On Dec. 11, the National Labor Relations Board (the Board) held that Section 7 of the National Labor Relations Act (the Act) presumptively entitles employees to use company-provided email systems to engage in communications regarding Section 7 rights (i.e., the right to work together to better working conditions with or without the involvement of a union). In Purple Communications, Inc., expressly overturning precedent that was less than one decade old, the Board found that this decision is “consistent with the purposes and policies of the Act and [the Board’s] obligation to accommodate the competing rights of employers and employees” within “the changing patterns of industrial life.”

Purple Communications, Inc., a sign language interpretation service, assigned its employees individual email accounts that were accessible on company computers and workstations, as well as employees’ own personal devices. The company’s policy explicitly required that email, as well as other communication tools it provides for its employees, “be used for business purposes only.” It also prohibited its employees from using company email to “engag[e] in activities on behalf of organizations or persons with no professional affiliation or business with the company,” and to “send uninvited email of a personal nature.” 

The company, much like many others, had good reason to believe that its policies were compliant with the law. Less than eight years ago, the Board found these policies to be entirely lawful. In 2007’s Register Guard, 351 NLRB 1110 (2007), the Board held that employers were permitted to completely prohibit employees from using employer email systems for any nonwork use, including Section 7 communication. The Board’s holding in Register Guard was premised on the understanding that email systems are equivalent to other employer communications equipment, such as copy machines, bulletin boards, and telephones, and that employers were permitted to ban the nonwork use of any such equipment by their employees. In Register Guard, the Board relied on Mid-Mountain Foods, 332 NLRB 229 (2000), in which it held that “there is no statutory right of an employee to use an employer’s equipment or media.”

However, in Purple Communications, Inc., the Board cited to past precedent by noting that Section 7 of the Act “necessarily encompasses the right to effectively communicate with one another regarding self-organization at the job site.” In this case, rather than find company email systems analogous to “equipment,” it held that email “is fundamentally a forum for communication.” The Board thus looked to communication cases to decide how to assess the relative rights of employer and employee, and in particular adopted the framework of Republic Aviation, 324 U.S. 793 (1945). In Republic Aviation, the Board rejected an employer policy barring all oral solicitation at any time on its property because it violated Section 7’s right to effectively communicate. In adopting the premise of Republic Aviation, the Board in Purple Communications, Inc. thus determined there is a presumption of the right to communicate in the workplace on nonworking time, including through a company’s email system.

The majority did attempt to craft some limitations on to its holding. For example, it noted that this new framework does not require companies to offer email to employees in the first instance, that the decision solely applies to email, and that it only applies to employees.

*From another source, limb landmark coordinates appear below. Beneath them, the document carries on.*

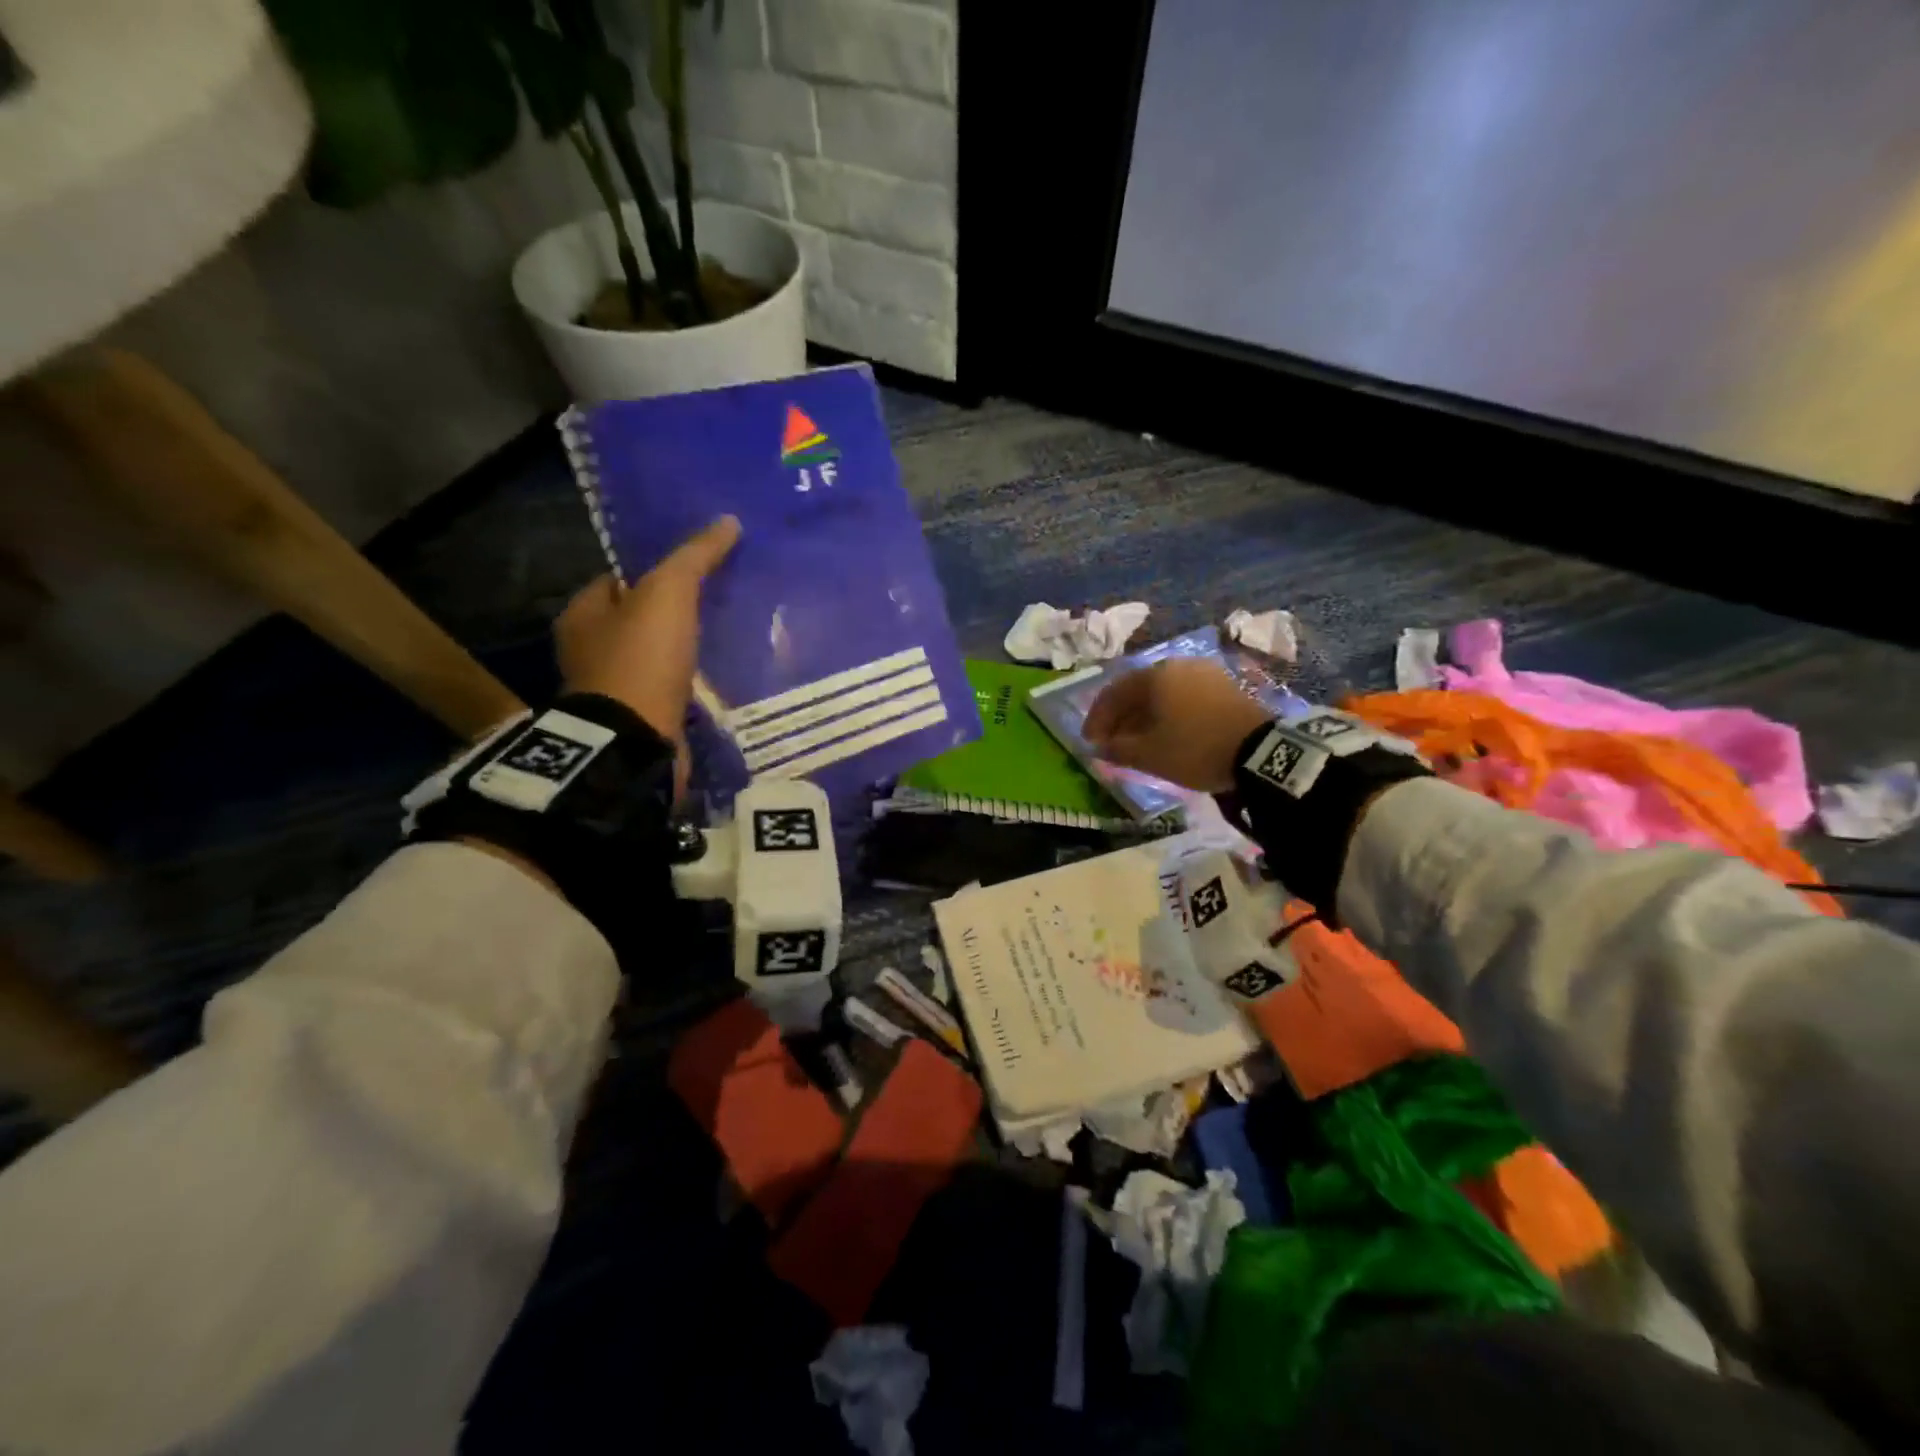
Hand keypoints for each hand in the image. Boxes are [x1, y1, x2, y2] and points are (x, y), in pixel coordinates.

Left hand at [556, 515, 740, 786]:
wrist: (636, 740)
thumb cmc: (642, 659)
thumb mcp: (669, 594)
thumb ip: (695, 557)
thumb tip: (728, 522)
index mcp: (581, 614)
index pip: (618, 579)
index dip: (654, 571)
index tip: (695, 570)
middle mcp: (588, 649)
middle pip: (637, 618)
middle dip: (672, 612)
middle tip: (718, 602)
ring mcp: (612, 688)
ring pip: (654, 655)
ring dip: (682, 649)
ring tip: (725, 638)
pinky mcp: (637, 719)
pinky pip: (666, 688)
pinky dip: (688, 682)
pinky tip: (717, 677)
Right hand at [1083, 659, 1271, 792]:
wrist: (1260, 752)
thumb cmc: (1194, 748)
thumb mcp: (1149, 755)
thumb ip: (1117, 749)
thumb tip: (1099, 748)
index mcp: (1154, 676)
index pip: (1113, 693)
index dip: (1097, 718)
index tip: (1090, 742)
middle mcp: (1177, 665)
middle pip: (1137, 689)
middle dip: (1120, 717)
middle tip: (1111, 741)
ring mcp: (1204, 673)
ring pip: (1161, 692)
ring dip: (1143, 715)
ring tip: (1137, 740)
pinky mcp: (1224, 686)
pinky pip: (1183, 696)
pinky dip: (1167, 713)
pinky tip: (1167, 732)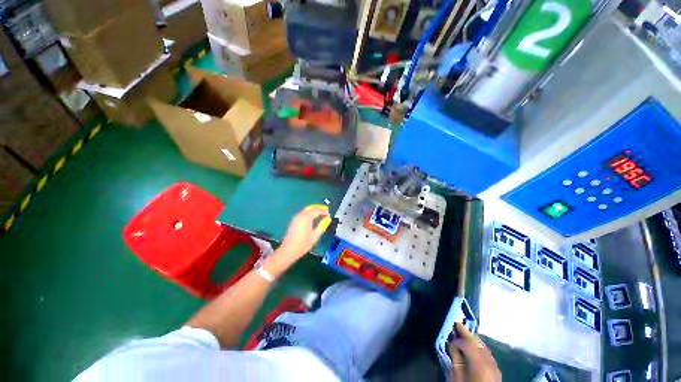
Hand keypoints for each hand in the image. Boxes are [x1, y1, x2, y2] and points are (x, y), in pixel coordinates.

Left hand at [277, 205, 331, 263]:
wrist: (288, 250)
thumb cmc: (303, 244)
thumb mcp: (315, 236)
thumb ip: (322, 226)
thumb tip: (327, 219)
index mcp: (306, 218)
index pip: (317, 211)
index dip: (324, 211)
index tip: (329, 215)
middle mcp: (300, 215)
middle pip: (311, 208)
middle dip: (319, 209)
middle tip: (326, 212)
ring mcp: (296, 217)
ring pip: (307, 210)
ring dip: (314, 211)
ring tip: (321, 215)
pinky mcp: (294, 221)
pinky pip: (303, 213)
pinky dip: (310, 213)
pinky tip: (313, 218)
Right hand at [448, 323, 500, 381]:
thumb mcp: (457, 376)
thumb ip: (455, 359)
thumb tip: (451, 344)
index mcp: (479, 363)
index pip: (468, 343)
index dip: (457, 339)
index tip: (449, 338)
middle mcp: (489, 361)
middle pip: (478, 342)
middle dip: (466, 333)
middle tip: (456, 324)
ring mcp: (495, 364)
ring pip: (483, 346)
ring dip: (473, 339)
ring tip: (463, 334)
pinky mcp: (497, 368)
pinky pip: (487, 353)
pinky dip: (479, 347)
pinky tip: (472, 347)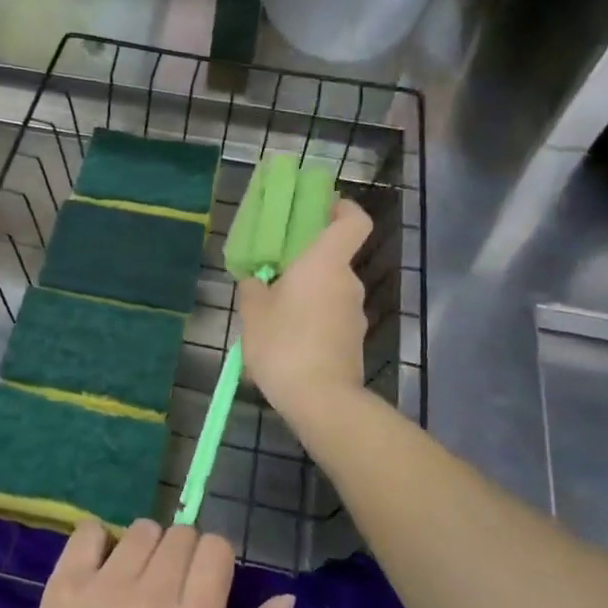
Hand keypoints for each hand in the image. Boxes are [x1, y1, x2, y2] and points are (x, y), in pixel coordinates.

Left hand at [12, 520, 293, 607]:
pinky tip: (100, 570)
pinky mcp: (65, 583)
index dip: (215, 561)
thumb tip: (284, 598)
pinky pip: (89, 529)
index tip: (205, 585)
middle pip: (180, 534)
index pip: (215, 548)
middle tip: (170, 591)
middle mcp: (150, 597)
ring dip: (146, 549)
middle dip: (183, 555)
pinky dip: (98, 541)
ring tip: (136, 583)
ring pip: (141, 529)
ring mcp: (103, 586)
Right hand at [237, 198, 373, 422]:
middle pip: (332, 260)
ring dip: (305, 298)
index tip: (321, 208)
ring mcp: (354, 314)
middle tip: (271, 277)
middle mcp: (347, 283)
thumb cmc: (283, 343)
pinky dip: (311, 323)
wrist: (320, 399)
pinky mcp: (353, 342)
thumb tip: (257, 279)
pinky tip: (285, 345)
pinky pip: (329, 320)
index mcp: (325, 263)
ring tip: (271, 318)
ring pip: (328, 293)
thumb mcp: (253, 311)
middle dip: (304, 265)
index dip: (342, 208)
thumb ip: (253, 287)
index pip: (353, 221)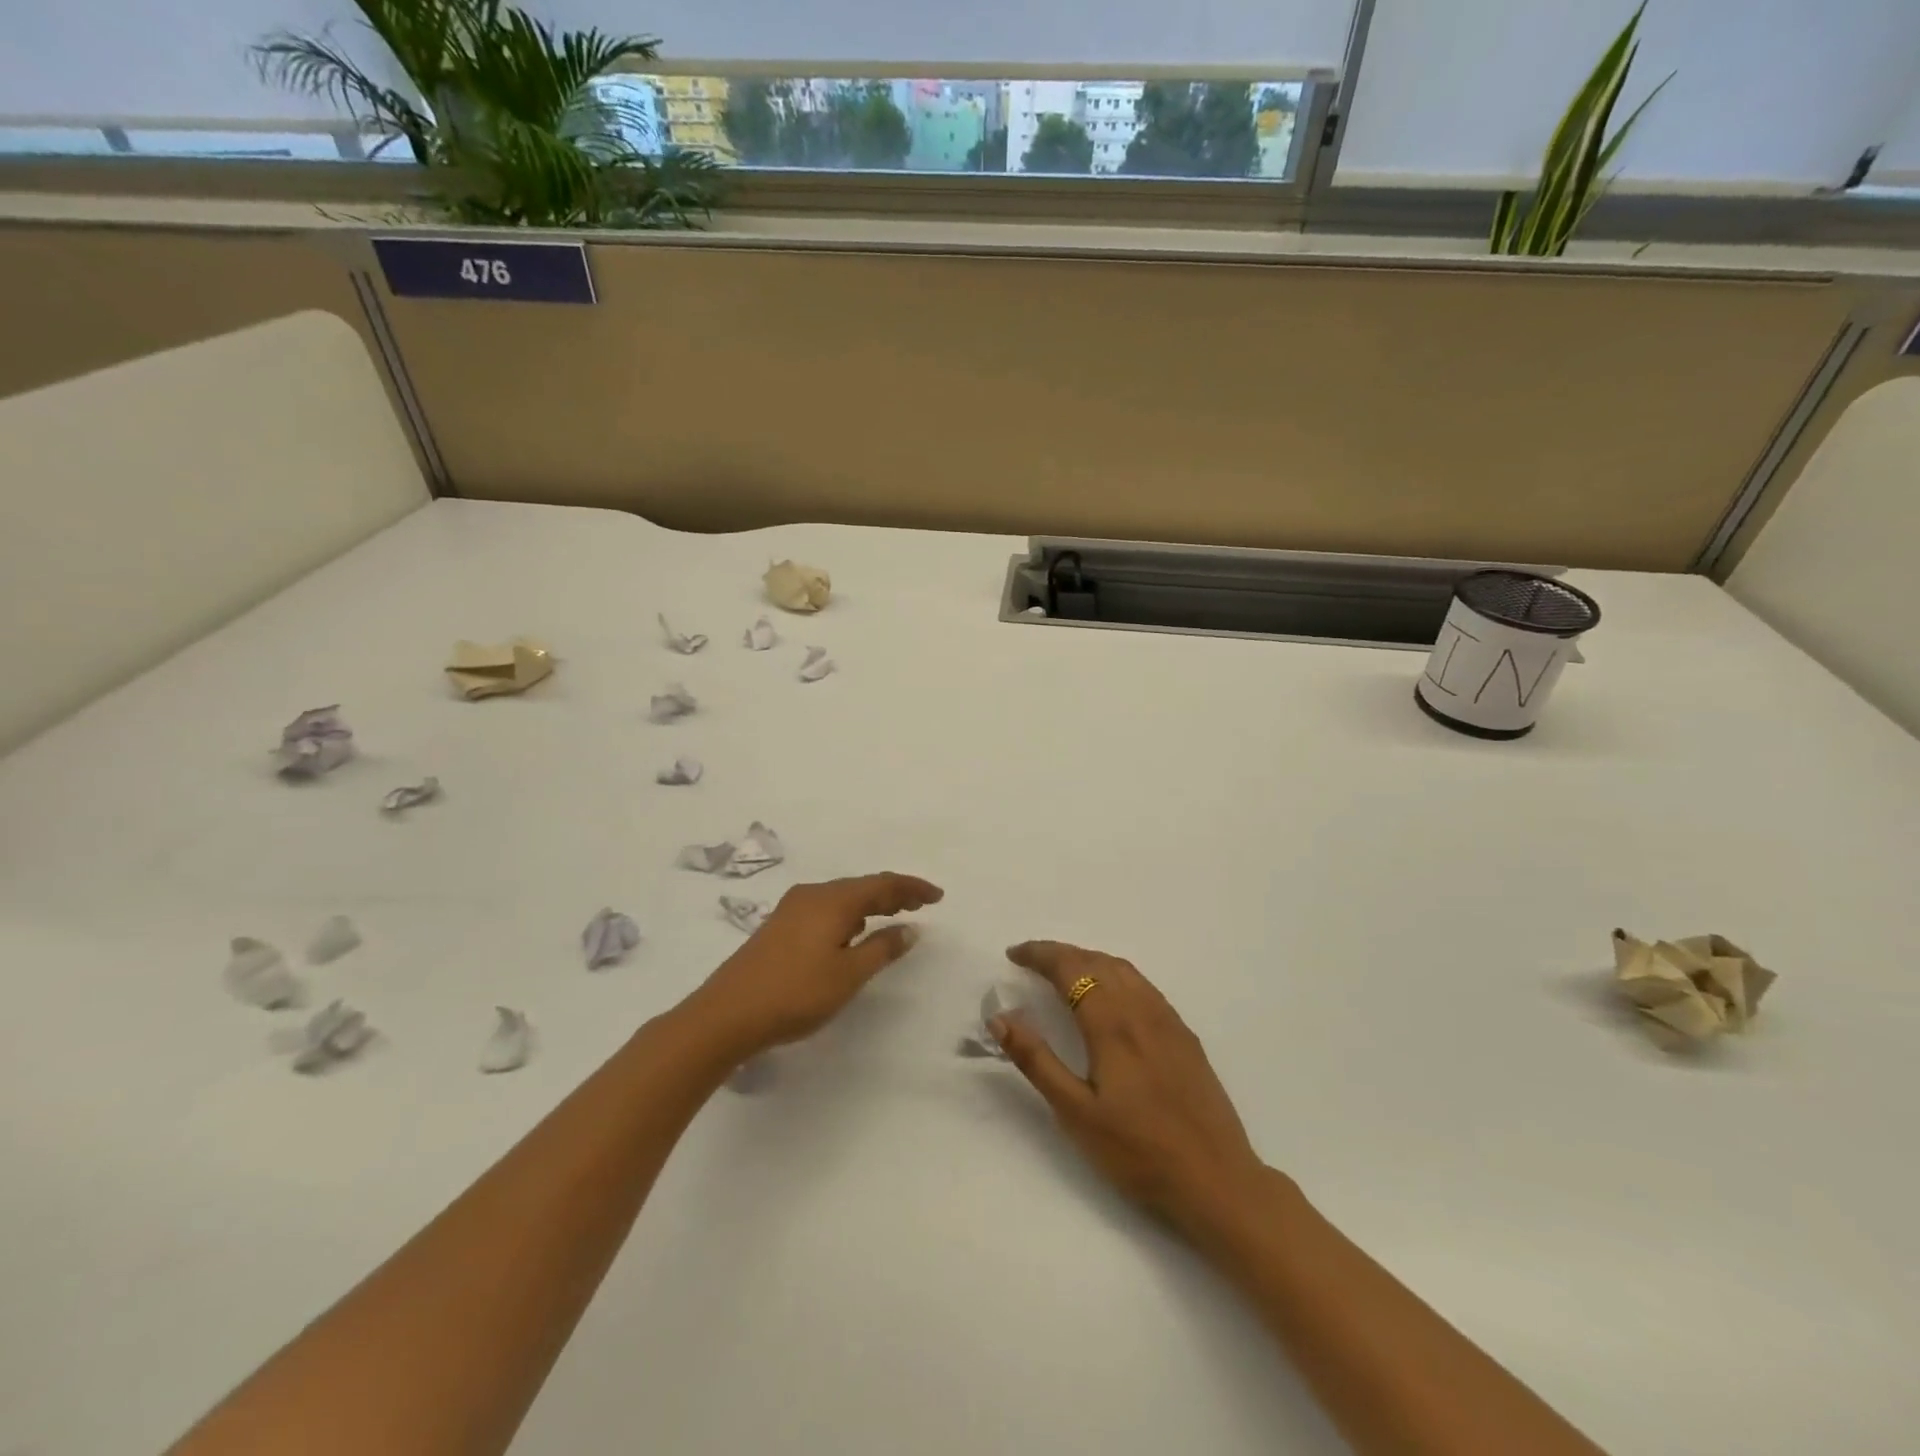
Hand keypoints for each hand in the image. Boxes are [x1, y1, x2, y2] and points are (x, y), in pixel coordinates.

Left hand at [694, 873, 943, 1055]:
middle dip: (893, 893)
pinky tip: (851, 932)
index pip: (882, 884)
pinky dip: (849, 914)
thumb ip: (882, 948)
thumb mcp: (848, 975)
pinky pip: (825, 908)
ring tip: (893, 916)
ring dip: (870, 903)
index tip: (937, 896)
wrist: (726, 1014)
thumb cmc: (795, 994)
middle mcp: (812, 895)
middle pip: (861, 886)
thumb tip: (910, 929)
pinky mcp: (779, 926)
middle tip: (920, 905)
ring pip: (842, 897)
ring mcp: (792, 909)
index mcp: (833, 900)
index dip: (912, 888)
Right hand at [995, 941, 1272, 1243]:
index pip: (1070, 968)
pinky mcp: (1184, 1035)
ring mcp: (1168, 1020)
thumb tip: (1000, 1017)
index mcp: (1111, 1023)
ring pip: (1123, 969)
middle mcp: (1141, 1009)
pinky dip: (1115, 974)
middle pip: (1096, 961)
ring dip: (1089, 960)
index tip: (1013, 954)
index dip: (1039, 955)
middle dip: (1060, 954)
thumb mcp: (1076, 1113)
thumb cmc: (1138, 1152)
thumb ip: (1037, 1060)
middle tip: (1031, 961)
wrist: (1217, 1180)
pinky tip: (1110, 996)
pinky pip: (1143, 985)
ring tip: (1064, 972)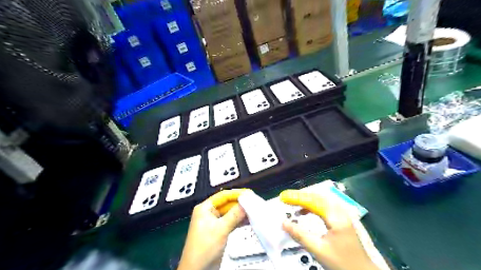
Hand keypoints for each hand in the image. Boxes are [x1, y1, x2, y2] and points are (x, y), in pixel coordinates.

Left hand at [177, 189, 251, 269]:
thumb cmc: (204, 248)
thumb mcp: (220, 230)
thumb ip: (234, 215)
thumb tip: (246, 203)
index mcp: (205, 208)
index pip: (223, 196)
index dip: (236, 194)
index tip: (249, 193)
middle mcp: (209, 213)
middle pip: (227, 203)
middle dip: (240, 203)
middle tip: (254, 202)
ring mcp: (214, 222)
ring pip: (230, 213)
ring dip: (241, 212)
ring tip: (254, 210)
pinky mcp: (219, 231)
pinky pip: (231, 221)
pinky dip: (239, 221)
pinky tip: (249, 220)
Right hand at [280, 190, 381, 269]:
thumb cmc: (342, 263)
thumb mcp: (318, 250)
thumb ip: (300, 235)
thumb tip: (284, 223)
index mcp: (336, 218)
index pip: (313, 201)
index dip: (297, 198)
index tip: (283, 198)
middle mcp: (340, 212)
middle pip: (318, 197)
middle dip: (301, 196)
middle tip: (286, 198)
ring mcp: (342, 215)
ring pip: (321, 200)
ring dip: (306, 200)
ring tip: (293, 204)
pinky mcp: (341, 220)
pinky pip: (324, 207)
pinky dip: (313, 206)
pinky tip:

In addition, the majority allowed for the possibility of a total or partial ban on nonwork use of email, assuming an employer can justify it as “necessary to maintain production or discipline” – although the decision gave minimal insight as to what an employer would be required to prove in order to maintain such a policy.

Two members vigorously dissented from the Board’s decision. Member Philip Miscimarra, called the majority decision “an unfortunate and ill-advised departure” from “undisputed, decades-old principles that are clear, widely understood, and easy to apply,” argued in his ten-page dissent that public forms of electronic communication, such as email services, social media, and text messaging, offer perfectly acceptable forums for employees to act collectively. It follows, then, that an employer is not unreasonably preventing employees from engaging in concerted activity when it prohibits nonwork email usage. In addition, member Harry I. Johnson III, argued that the majority’s decision transformed the convenience and versatility of email into “some kind of rule of adverse possession by employees,” where employees can take over whole swaths of company property simply because it is in digital, rather than physical, space.

There may well be many unintended consequences of this decision that affect both management and employees alike. As member Miscimarra stated in his dissent, the decision “effectively requires employers to give many employees the Board-mandated use of computer systems and related equipment requiring investments ranging into the millions of dollars.” The unusual length of the majority and dissent decisions points to the heated nature of the issue and the likelihood that this decision will not be the last word we hear on this matter and related topics. Indeed, although the decision is confined to email usage, portions of it seems to portend that the Board will be asked to address related issues in the near future, such as employee access to a company’s social media accounts. Moreover, it is probable that this decision will be appealed. For now, however, this decision is good Board law and applies to all workplaces, whether or not unionized. Employers should review and, if necessary, revise their electronic usage policies to ensure that they are in compliant within this new rule of law.